Here is Reisch explaining why tax cuts do not result in more jobs. Business is sitting on a pile of money. Adding more just increases the pile. But they feel surer if they increase their offshore presence. We love America. Our corporations do not. We think they will do the right thing. Only they will not.

Two people have been offended that I described taxes as extortion. I was meaning to stand by my terminology, not to condemn but to describe. I am a New Dealer; I believe in progressive taxation; but structurally, taxation is collected by the threat of reprisal.

And from an anarchist/libertarian perspective, wherein government is seen as something external to oneself, as a separate actor, that’s exactly how taxes are seen: as extortion.

But in trying to explain my position, I find I may have to modify it. Taxes can be extortion–look at the kleptocratic model of the Roman Empire in the eastern Mediterranean 2000 years ago–but taxes levied by a government perceived as legitimate are technically something else.

From a [del]conservative[/del] traditionalist (NOT right-wing) take on governmental authority, taxes are more like** rent,** & a thing owed to one’s sovereign. That’s fairer, I think.
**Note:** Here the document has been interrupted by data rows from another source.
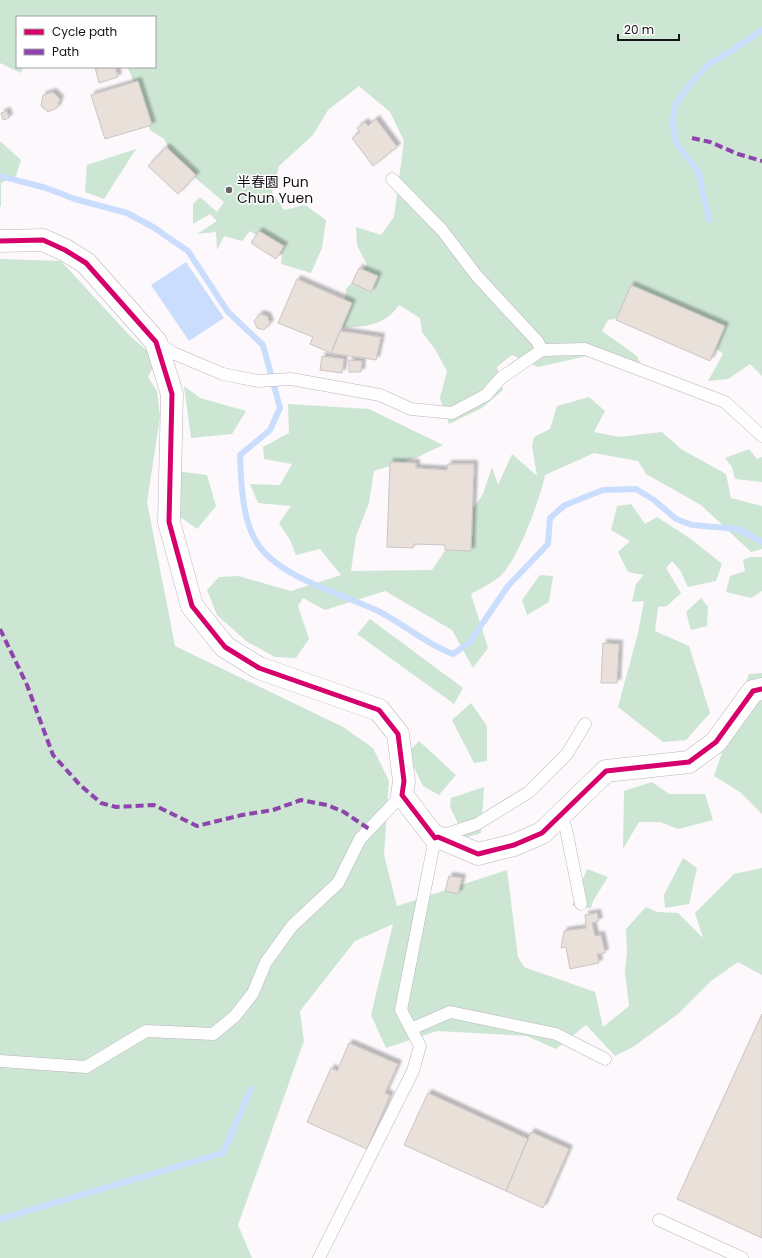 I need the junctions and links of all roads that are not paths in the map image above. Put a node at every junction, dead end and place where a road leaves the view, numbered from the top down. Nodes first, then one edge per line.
1 (392, 179) dead end
2 (0, 241) edge
3 (156, 342) junction
4 (542, 350) junction
5 (762, 436) edge
6 (762, 689) edge
7 (585, 724) dead end
8 (402, 795) junction
9 (560, 815) junction
10 (437, 837) junction
11 (581, 904) dead end
12 (411, 1029) junction
13 (605, 1059) dead end
14 (0, 1061) edge
15 (659, 1220) dead end
16 (320, 1258) edge
17 (742, 1258) edge

1 - 4 lane
2 - 3 street
3 - 4 lane
3 - 8 street
4 - 5 lane
6 - 9 street
7 - 10 lane
8 - 10 street
8 - 14 lane
9 - 10 street
9 - 11 lane
10 - 12 lane
12 - 13 lane
12 - 16 lane
15 - 17 lane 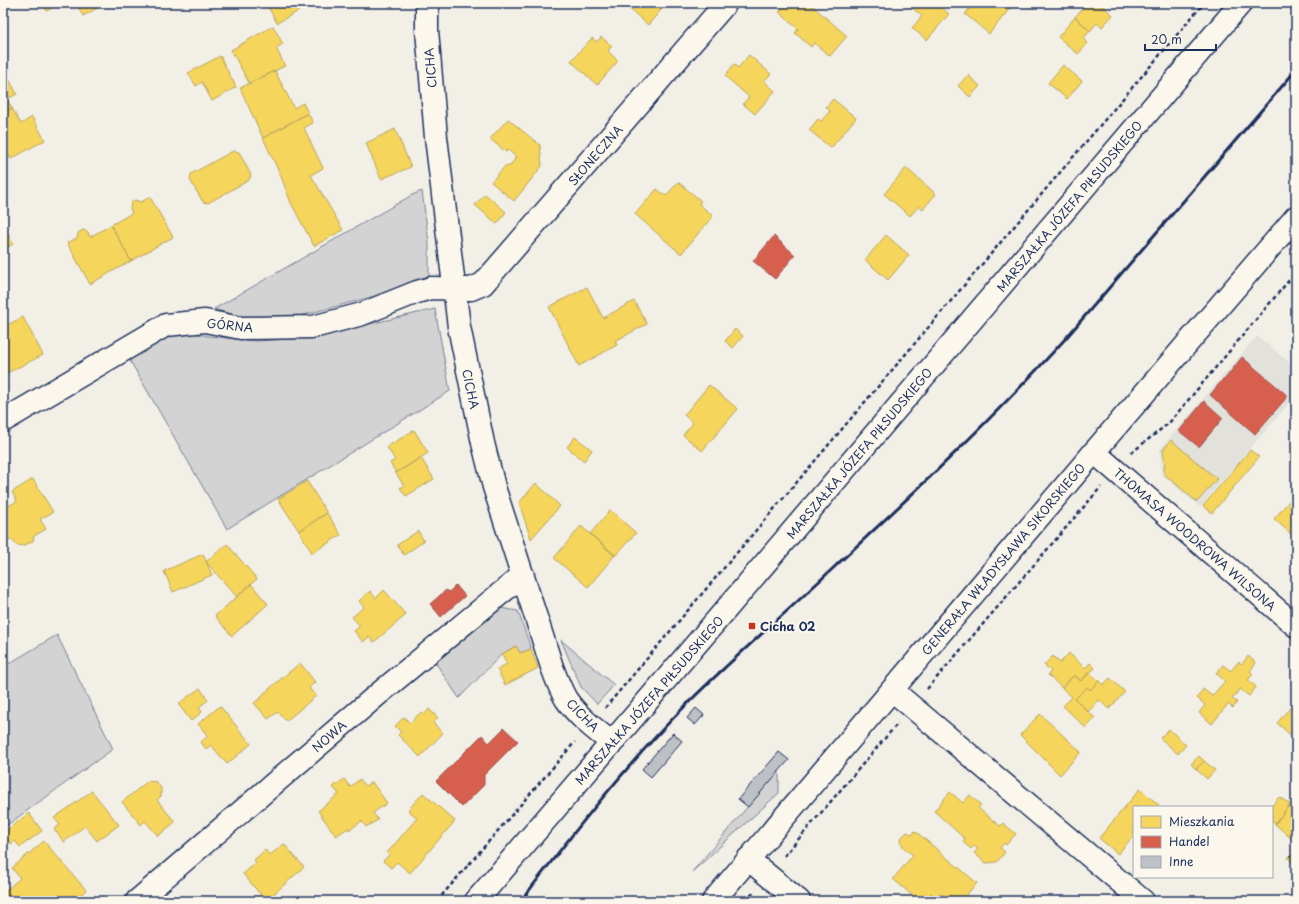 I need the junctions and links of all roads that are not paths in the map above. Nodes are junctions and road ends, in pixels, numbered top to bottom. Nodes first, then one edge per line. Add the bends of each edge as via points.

What questions we ask make a difference:

“How high should taxes be?” is often a simplistic question, devoid of cost-benefit analysis. Some people try to come up with arguments for lower taxes conferring a counterintuitive macro benefit, but that’s not necessary for most voters.

“What should gov’t be doing?” is still narrow.

I prefer “What is it useful for gov’t to do?”

But to many on the right, gov’t is EVIL. A necessary evil, but evil nonetheless. So they want to be as small as possible.

So that may be “why” they push to extend the tax cuts.

Or the perception of gov’t as other rather than the agent of the people may be why. Or the lack of perception as oneself as one of the people, or lack of perception of “the people” as being one’s own people, may be why.

The GOP incorporates many different strands of thought; some may be almost diametrically opposed to each other; but they embrace tax cuts, even if for opposite reasons & expecting opposite results, & for this they are the GOP. Whatever your reasons, if you want tax cuts, the GOP will try to provide them for you.

So it doesn’t matter “why.” The GOP cuts taxes because that’s what the GOP is for. Whether you think it will make the USA stronger, or you think it will make the USA weaker, if you desire a slashed tax base the GOP is institutionally sworn & bred to try to give you one. And not so long ago they thought they had permanently & revolutionarily won. So the professional GOP tax-cutters are whinging & whining that they’re out of power & the ONE GREAT THING they believe in, the one thing they were chosen for, is being undercut, so they’re back.

And Americans are stupid enough to vote for it, because most voters are devoid of serious analysis.

Instead of writing a book in this post, I may start a new thread.

Just like every other form of payment. People pay for their groceries because if they just steal them uniformed people with guns and clubs will come after them.

C.mon, you have to know it was tipped far to the wealthy. You have to know that . You have to escape the right wing BS and face the truth. Bush badly redistributed the income to the top. That was part of the loud debate when he jammed it through. That has been the criticism for years since.

http://www.nytimes.com/2007/01/08/washington/08tax.html here is the IRS analysis which will explain to you who got the best out of the Bush tax cuts. I can not believe people don’t know this.

HuffPost - Breaking News, U.S. and World News | HuffPost Here’s Geithner who I am sure you know works for Goldman while in government employ saying the Bush tax cuts for the rich should end.

You are correct. But, in order to contribute money to the system, which is then spent on things that we choose, you must pay taxes.

There simply is no way to differentiate. Taking away voting rights is certainly not a feasible option. Therefore, everyone should contribute some percentage.

And if you ignore income tax then the poor are getting soaked and the rich are getting off easy. But why would you ignore either one unless you wanted to deceive gullible people into reaching faulty conclusions so that you can personally benefit?